Nas últimas semanas, a Unicamp foi palco de uma forte greve des estudantes por demandas fundamentais e históricas do movimento estudantil, como cotas trans e PCDs, acessibilidade para pessoas com deficiência e neurodivergentes, permanência, bandejão aos finais de semana e o Paviartes. Com mais de 30 cursos em greve, dos campi de Campinas e Limeira, e a ocupação do Instituto de Matemática, Estatística e Computação Científica (IMECC), uma luta que teve LGBTs e negres a frente. Aqui, discorreremos sobre a greve, suas conquistas e também seus entraves, como um balanço da Faísca Revolucionária sobre o conflito.

Juliana Begiatoestudante de Ciências Sociais da UNICAMP

segunda-feira 30 de outubro de 2023 | Edição do dia

1. O argumento que a reitoria escuta é a nossa luta

Com uma forte greve na USP que já ultrapassava três semanas, por contratação de professores e permanência estudantil, ao mesmo tempo em que ocorria a greve des trabalhadores da Unicamp contra o ponto eletrônico, no mesmo dia em que es trabalhadores do Metrô, CPTM e Sabesp fizeram uma greve unificada contra o projeto privatista de Tarcísio, que declarou guerra à população se apoiando no Arcabouço Fiscal do governo Lula-Alckmin, es estudantes da Unicamp também paralisaram.

Durante um dos piquetes, no primeiro período de aula, Rafael Leão, professor bolsonarista do IMECC, levantou uma faca contra um estudante negro do DCE. A partir daí, es estudantes começaram a responder de forma contundente a um ataque tão sério. Se Leão e a reitoria apostavam em colocar medo nes estudantes, a resposta que tiveram foi uma rápida massificação da luta. Nesse mesmo dia, es estudantes decidiram por greve geral em assembleia com milhares de pessoas, lutando por Fora Rafael Leão, pelas cotas trans, paviartes, bandejão aos finais de semana com mais contratações des terceirizades, contra o ponto eletrônico, e ao fim da assembleia, ocupamos o IMECC.

Uma luta, que se unificada com os setores em greve em SP e com a USP, tentando a unidade das estaduais paulistas, poderia se colocar como uma greve unificada contra o projeto privatista sem precedentes de Tarcísio, pela revogação integral do novo ensino médio, e agora poderia dar um exemplo de apoio aos trabalhadores do metrô, demitidos políticos pelo governador bolsonarista, em punição à greve. Com a força da nossa greve, arrancamos nas mesas de negociação o GT de cotas trans, PCD, os bandejões aos finais de semana e a sinalização de mais bolsas permanência. A reitoria tenta dizer que muitas coisas já estavam sendo encaminhadas, mas a verdade é que o único argumento que a reitoria escuta, é a nossa luta.

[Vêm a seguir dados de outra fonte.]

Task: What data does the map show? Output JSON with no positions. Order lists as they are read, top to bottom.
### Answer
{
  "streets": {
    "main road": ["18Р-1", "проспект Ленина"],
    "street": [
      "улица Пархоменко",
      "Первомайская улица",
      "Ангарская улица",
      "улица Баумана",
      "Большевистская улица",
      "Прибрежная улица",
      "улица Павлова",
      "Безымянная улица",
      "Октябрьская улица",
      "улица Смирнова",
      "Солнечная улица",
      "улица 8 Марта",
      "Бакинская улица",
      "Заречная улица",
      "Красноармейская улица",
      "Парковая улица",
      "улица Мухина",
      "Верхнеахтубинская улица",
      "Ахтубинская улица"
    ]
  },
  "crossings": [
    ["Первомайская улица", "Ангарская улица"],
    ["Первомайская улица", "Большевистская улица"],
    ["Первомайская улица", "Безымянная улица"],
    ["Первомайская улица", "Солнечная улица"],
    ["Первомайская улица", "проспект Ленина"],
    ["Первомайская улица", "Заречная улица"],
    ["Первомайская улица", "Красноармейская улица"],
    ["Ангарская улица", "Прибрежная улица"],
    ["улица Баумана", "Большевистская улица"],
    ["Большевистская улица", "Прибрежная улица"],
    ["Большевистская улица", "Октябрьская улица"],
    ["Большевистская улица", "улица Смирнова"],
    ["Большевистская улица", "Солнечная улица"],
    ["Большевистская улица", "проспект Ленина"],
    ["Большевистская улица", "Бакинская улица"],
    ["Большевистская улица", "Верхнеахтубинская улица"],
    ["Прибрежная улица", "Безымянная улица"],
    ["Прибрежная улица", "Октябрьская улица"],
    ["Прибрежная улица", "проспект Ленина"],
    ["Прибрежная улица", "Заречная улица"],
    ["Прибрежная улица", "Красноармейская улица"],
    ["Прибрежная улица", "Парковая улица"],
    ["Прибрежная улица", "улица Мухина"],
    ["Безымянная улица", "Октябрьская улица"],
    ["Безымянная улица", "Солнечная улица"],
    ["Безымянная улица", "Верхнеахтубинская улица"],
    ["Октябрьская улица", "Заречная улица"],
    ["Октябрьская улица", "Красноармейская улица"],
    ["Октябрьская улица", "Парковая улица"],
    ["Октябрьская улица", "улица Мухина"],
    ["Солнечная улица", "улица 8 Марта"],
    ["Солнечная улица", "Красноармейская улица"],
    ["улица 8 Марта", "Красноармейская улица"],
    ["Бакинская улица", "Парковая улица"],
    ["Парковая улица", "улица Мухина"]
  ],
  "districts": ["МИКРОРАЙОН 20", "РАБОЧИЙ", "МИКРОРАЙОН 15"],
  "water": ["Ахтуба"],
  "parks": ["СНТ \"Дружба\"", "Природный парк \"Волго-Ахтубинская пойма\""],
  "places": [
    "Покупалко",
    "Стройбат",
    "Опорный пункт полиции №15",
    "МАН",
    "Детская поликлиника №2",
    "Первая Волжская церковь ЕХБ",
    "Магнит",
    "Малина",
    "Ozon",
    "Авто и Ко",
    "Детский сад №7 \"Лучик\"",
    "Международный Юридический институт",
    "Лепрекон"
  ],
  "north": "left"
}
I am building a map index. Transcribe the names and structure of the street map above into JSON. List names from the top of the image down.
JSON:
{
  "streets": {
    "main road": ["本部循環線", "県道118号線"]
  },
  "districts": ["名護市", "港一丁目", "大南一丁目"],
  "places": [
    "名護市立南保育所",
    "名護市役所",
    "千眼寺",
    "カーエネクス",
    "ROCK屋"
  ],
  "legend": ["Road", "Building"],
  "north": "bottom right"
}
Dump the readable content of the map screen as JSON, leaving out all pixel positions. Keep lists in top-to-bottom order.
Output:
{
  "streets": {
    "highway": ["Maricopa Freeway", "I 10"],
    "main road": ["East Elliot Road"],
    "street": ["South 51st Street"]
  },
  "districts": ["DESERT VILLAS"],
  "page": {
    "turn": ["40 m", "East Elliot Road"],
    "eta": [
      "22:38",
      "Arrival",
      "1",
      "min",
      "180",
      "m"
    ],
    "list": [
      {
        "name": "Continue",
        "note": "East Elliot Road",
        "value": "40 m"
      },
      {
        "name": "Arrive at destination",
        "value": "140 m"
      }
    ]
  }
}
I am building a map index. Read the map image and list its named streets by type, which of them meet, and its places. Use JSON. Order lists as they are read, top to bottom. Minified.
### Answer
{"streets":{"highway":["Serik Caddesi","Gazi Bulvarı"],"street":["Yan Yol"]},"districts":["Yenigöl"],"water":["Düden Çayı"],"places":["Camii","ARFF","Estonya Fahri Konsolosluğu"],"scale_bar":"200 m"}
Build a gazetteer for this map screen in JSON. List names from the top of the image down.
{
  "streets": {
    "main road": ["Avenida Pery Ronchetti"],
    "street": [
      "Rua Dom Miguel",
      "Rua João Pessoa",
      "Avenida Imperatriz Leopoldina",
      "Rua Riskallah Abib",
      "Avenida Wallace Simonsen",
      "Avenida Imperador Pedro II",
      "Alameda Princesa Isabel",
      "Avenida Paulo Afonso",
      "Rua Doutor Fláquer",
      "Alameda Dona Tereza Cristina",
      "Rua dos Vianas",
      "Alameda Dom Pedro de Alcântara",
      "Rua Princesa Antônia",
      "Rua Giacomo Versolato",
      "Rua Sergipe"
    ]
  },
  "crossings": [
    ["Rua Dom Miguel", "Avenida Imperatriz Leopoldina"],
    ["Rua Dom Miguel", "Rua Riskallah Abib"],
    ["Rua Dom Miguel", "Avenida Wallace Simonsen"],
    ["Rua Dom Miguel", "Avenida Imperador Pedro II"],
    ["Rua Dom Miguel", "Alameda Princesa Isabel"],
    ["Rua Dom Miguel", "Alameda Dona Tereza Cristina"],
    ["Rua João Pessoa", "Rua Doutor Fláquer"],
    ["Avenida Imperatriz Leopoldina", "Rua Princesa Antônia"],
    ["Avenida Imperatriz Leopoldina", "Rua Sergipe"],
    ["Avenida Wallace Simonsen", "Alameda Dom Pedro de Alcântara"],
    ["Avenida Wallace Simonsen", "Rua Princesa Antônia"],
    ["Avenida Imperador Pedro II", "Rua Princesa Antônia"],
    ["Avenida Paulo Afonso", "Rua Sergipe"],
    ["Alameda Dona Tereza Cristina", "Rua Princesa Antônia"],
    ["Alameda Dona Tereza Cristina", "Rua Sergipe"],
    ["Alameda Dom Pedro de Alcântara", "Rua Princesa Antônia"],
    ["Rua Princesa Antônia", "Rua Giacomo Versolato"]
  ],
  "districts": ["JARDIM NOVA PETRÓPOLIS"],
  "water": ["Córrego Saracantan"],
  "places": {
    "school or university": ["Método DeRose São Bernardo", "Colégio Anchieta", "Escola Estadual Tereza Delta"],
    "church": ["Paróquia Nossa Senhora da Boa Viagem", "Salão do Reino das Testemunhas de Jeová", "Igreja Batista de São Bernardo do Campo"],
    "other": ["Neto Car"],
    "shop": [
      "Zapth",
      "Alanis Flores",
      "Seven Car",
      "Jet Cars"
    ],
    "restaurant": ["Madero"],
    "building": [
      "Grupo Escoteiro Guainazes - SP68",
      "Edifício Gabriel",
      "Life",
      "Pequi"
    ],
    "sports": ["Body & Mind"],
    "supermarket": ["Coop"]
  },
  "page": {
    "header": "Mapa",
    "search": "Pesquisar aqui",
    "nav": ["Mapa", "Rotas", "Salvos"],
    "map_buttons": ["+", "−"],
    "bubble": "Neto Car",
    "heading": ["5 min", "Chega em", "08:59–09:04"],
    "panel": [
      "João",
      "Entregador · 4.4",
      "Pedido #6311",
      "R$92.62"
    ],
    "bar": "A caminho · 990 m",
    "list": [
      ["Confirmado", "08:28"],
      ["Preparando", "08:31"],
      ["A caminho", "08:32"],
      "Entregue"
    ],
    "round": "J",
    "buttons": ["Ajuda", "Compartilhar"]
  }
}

2. A greve se inicia e termina em assembleia!

A assembleia geral encaminhou um importante mecanismo de auto-organização: o comando de greve, com delegades votades nas assembleias de curso proporcionalmente ao tamanho das assembleias - o que nós da Faísca historicamente defendemos como método de organização da luta, e que por muito tempo foi rejeitado por diversos setores da esquerda. Nos dias que se seguiram, dezenas de cursos entraram em greve e elegeram seus delegades que representariam es estudantes do curso e dirigiriam a greve.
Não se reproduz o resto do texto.